Africa’s place in an evolving digital governance landscape

As AI, cybersecurity, and digital technologies become increasingly central to international policymaking, African countries are seeking to strengthen their role in shaping global digital governance. Questions of representation, digital sovereignty, capacity development, and regional coordination are becoming more prominent as governments prepare for negotiations on AI governance, cybersecurity, telecommunications, and internet governance.

These issues formed the focus of a recent Diplo webinar on Cyber Diplomacy in Africa: Regional, National and Continental Initiatives, moderated by Mwende Njiraini, African Initiative Coordinator at Diplo and Chair of the ITU-T Study Group 17 Regional Group for Africa on security. The discussion brought together policymakers, diplomats, academics, and regional organisations to examine how African interests can be more effectively represented in international digital governance processes.

Speakers included Jovan Kurbalija, Executive Director of Diplo and Head of the Geneva Internet Platform, Dr Katherine Getao, consultant on cyber diplomacy and former CEO of Kenya’s ICT Authority, Ambassador Prof.
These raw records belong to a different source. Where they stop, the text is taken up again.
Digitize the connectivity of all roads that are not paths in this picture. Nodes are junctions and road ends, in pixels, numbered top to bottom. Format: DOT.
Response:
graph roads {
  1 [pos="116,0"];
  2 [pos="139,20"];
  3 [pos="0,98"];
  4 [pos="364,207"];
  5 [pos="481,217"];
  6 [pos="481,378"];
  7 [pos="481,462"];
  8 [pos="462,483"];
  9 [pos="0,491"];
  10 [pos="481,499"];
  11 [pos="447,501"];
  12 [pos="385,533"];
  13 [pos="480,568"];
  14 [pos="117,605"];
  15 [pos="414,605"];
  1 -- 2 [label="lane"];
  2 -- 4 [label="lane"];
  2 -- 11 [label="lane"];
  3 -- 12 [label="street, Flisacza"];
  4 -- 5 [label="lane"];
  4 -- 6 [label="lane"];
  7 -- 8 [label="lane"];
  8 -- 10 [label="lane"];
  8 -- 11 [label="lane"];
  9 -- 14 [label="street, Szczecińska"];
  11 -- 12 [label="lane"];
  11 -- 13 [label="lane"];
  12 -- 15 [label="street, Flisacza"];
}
Bitange Ndemo, Professor of Entrepreneurship at the University of Nairobi and former Kenyan Ambassador to the European Union, Meriem Slimani, Development Director at the African Telecommunications Union (ATU), and Tapera Henry Chinemhute of the Common Market for Eastern and Southern Africa (COMESA) Secretariat.

Although the discussion focused on Africa, many of the issues raised, including AI governance, digital sovereignty, capacity development, and multistakeholder cooperation, reflect broader challenges facing digital governance worldwide.

From cyber diplomacy to diplomacy in the AI era

Opening the discussion, Kurbalija suggested that the distinction between cyber diplomacy, digital diplomacy, and technology diplomacy is becoming less significant as digital technologies permeate virtually every area of international relations. Rather than focusing on terminology, he argued that the central question is how countries, communities, and citizens represent their interests in an increasingly digital world.

‘Cyber diplomacy, digital diplomacy, or AI diplomacy is ultimately diplomacy. It is about representing interests, negotiating, and finding common solutions.’, he said.

According to Kurbalija, technological developments are no longer confined to specialised policy discussions. AI, cybersecurity, digital infrastructure, and data governance increasingly influence trade, security, education, healthcare, humanitarian action, and economic development, making digital issues part of mainstream diplomacy.

This evolution also raises questions about whether Africa is sufficiently represented in international discussions shaping the future of digital technologies.

Africa
Image via Magnific

Kurbalija noted that African diplomats are becoming more active in negotiations related to AI, cybersecurity, and internet governance, but argued that stronger participation will be necessary to ensure that the continent’s priorities are reflected in emerging international frameworks.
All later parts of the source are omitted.